Stored items:
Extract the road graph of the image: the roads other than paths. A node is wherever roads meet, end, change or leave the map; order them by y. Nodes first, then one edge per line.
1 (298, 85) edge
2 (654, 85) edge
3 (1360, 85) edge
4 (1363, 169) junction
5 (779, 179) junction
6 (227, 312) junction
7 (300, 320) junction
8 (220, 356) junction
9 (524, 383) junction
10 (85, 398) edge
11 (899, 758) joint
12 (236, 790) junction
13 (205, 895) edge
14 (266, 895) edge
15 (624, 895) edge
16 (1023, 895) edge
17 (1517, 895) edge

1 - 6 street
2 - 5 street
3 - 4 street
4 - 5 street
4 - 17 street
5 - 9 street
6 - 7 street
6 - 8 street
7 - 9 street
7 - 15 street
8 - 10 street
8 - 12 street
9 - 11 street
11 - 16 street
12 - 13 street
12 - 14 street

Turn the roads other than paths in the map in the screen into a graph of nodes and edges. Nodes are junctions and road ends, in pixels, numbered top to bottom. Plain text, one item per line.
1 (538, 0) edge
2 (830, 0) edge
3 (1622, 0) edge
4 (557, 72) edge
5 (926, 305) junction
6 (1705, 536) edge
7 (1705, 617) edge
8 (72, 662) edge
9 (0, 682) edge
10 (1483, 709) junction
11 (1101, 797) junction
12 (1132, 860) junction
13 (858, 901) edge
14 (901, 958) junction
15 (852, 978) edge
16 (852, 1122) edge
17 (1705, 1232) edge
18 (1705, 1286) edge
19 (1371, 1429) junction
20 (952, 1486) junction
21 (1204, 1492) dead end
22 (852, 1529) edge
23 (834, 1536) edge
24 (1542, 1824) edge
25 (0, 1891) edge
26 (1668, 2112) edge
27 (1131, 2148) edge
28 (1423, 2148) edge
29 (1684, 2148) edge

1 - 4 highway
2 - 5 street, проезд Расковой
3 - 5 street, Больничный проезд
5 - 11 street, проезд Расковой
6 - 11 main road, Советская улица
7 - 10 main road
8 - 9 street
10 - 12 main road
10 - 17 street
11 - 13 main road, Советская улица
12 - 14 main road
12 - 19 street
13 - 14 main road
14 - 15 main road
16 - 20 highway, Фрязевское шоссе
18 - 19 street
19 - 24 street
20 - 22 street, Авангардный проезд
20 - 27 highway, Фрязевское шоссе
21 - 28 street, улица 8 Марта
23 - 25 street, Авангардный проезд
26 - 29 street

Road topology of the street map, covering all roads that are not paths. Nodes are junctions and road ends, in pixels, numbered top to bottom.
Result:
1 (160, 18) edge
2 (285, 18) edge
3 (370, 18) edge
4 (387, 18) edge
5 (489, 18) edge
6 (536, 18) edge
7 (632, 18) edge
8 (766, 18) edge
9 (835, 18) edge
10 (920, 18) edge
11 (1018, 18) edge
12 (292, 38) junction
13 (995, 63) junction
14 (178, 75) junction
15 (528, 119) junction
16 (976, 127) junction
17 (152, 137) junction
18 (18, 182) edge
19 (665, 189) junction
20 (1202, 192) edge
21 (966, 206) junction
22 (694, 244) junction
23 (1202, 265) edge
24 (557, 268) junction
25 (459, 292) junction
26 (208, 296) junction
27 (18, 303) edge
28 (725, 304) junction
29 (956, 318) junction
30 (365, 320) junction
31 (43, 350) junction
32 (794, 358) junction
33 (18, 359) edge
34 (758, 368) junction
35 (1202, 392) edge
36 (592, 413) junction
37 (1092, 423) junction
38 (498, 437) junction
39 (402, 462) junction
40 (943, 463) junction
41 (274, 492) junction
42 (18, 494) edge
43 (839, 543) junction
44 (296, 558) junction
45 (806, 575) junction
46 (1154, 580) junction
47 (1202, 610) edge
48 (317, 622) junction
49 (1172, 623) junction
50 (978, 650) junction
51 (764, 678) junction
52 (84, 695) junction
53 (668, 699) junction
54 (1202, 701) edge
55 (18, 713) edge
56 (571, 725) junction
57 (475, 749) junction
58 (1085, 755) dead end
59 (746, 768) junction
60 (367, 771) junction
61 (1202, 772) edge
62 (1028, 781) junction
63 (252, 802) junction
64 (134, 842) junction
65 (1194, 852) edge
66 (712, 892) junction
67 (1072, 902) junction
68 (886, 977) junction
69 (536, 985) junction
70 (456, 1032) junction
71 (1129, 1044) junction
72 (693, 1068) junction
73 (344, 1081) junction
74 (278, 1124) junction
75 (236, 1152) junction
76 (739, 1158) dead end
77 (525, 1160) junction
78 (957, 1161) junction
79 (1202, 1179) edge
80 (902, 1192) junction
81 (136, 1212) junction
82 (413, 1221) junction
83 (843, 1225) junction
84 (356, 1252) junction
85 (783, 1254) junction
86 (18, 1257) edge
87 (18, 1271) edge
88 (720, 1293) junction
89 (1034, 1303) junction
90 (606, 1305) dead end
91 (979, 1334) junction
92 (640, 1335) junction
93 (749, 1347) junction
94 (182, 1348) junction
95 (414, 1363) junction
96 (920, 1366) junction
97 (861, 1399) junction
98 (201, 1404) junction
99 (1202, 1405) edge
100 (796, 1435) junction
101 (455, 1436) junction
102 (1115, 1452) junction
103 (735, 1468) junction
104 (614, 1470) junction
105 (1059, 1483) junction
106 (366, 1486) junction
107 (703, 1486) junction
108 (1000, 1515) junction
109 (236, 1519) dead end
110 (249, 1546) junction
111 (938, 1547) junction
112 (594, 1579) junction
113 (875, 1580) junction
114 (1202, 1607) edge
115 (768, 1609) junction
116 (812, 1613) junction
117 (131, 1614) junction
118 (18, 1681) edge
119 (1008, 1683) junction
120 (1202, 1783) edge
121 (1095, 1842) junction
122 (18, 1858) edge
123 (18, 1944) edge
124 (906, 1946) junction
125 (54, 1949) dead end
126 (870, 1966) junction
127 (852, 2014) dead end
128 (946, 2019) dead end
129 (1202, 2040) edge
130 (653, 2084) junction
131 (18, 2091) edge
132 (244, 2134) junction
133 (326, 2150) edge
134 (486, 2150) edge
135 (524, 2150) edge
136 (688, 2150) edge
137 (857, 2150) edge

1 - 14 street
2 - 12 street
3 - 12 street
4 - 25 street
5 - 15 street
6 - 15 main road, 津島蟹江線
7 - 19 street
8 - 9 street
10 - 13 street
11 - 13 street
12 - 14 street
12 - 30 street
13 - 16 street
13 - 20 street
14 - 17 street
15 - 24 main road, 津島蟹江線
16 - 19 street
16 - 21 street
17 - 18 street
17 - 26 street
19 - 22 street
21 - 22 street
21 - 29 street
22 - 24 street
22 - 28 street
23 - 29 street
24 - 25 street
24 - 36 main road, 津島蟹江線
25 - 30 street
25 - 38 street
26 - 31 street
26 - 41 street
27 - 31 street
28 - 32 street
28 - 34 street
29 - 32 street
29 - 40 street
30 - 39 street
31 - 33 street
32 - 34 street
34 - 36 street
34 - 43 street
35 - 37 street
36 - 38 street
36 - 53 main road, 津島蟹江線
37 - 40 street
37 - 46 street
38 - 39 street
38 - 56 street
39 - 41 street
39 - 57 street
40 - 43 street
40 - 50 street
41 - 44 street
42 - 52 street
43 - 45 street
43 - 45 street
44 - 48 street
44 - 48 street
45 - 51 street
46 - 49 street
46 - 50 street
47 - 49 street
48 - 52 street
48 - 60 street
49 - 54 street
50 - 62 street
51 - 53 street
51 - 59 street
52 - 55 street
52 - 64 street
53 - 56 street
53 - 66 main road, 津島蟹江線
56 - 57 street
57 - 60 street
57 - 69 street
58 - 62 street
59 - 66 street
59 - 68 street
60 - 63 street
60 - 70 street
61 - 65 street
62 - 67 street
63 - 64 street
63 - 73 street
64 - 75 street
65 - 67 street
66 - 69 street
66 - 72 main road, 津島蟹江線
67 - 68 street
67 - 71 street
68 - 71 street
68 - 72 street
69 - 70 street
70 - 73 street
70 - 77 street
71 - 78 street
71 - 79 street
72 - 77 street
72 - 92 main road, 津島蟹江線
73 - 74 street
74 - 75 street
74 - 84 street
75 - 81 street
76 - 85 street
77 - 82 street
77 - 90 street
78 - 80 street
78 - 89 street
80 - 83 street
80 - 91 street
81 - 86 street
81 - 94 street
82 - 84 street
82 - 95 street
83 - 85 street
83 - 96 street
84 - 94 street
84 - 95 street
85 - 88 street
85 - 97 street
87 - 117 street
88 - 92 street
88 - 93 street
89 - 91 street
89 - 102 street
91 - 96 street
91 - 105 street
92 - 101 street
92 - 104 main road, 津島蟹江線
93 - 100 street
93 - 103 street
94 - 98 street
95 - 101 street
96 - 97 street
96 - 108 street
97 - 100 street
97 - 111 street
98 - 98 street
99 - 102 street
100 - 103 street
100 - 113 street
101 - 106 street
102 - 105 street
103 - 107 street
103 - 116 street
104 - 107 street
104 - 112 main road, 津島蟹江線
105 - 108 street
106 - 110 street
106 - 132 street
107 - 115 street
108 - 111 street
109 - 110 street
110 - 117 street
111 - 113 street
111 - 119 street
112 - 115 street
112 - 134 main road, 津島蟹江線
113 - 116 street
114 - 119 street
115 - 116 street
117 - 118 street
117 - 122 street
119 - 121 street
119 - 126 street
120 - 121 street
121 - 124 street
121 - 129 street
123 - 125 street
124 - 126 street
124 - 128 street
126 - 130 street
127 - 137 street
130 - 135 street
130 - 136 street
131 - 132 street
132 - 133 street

Directions for this task: Of the lines above, output exactly those from the line bearing "Turn the roads" through the line bearing "Road topology of", inclusive.

Solution for this task:
Turn the roads other than paths in the map in the screen into a graph of nodes and edges. Nodes are junctions and road ends, in pixels, numbered top to bottom. Plain text, one item per line.
1 (538, 0) edge
2 (830, 0) edge
3 (1622, 0) edge
4 (557, 72) edge
5 (926, 305) junction
6 (1705, 536) edge
7 (1705, 617) edge
8 (72, 662) edge
9 (0, 682) edge
10 (1483, 709) junction
11 (1101, 797) junction
12 (1132, 860) junction
13 (858, 901) edge
14 (901, 958) junction
15 (852, 978) edge
16 (852, 1122) edge
17 (1705, 1232) edge
18 (1705, 1286) edge
19 (1371, 1429) junction
20 (952, 1486) junction
21 (1204, 1492) dead end
22 (852, 1529) edge
23 (834, 1536) edge
24 (1542, 1824) edge
25 (0, 1891) edge
26 (1668, 2112) edge
27 (1131, 2148) edge
28 (1423, 2148) edge
29 (1684, 2148) edge

1 - 4 highway
2 - 5 street, проезд Расковой
3 - 5 street, Больничный проезд
5 - 11 street, проезд Расковой
6 - 11 main road, Советская улица
7 - 10 main road
8 - 9 street
10 - 12 main road
10 - 17 street
11 - 13 main road, Советская улица
12 - 14 main road
12 - 19 street
13 - 14 main road
14 - 15 main road
16 - 20 highway, Фрязевское шоссе
18 - 19 street
19 - 24 street
20 - 22 street, Авангардный проезд
20 - 27 highway, Фрязевское шоссе
21 - 28 street, улица 8 Марта
23 - 25 street, Авангардный проезд
26 - 29 street

Road topology of the street map, covering all roads that are not paths. Nodes are junctions and road ends, in pixels, numbered top to bottom.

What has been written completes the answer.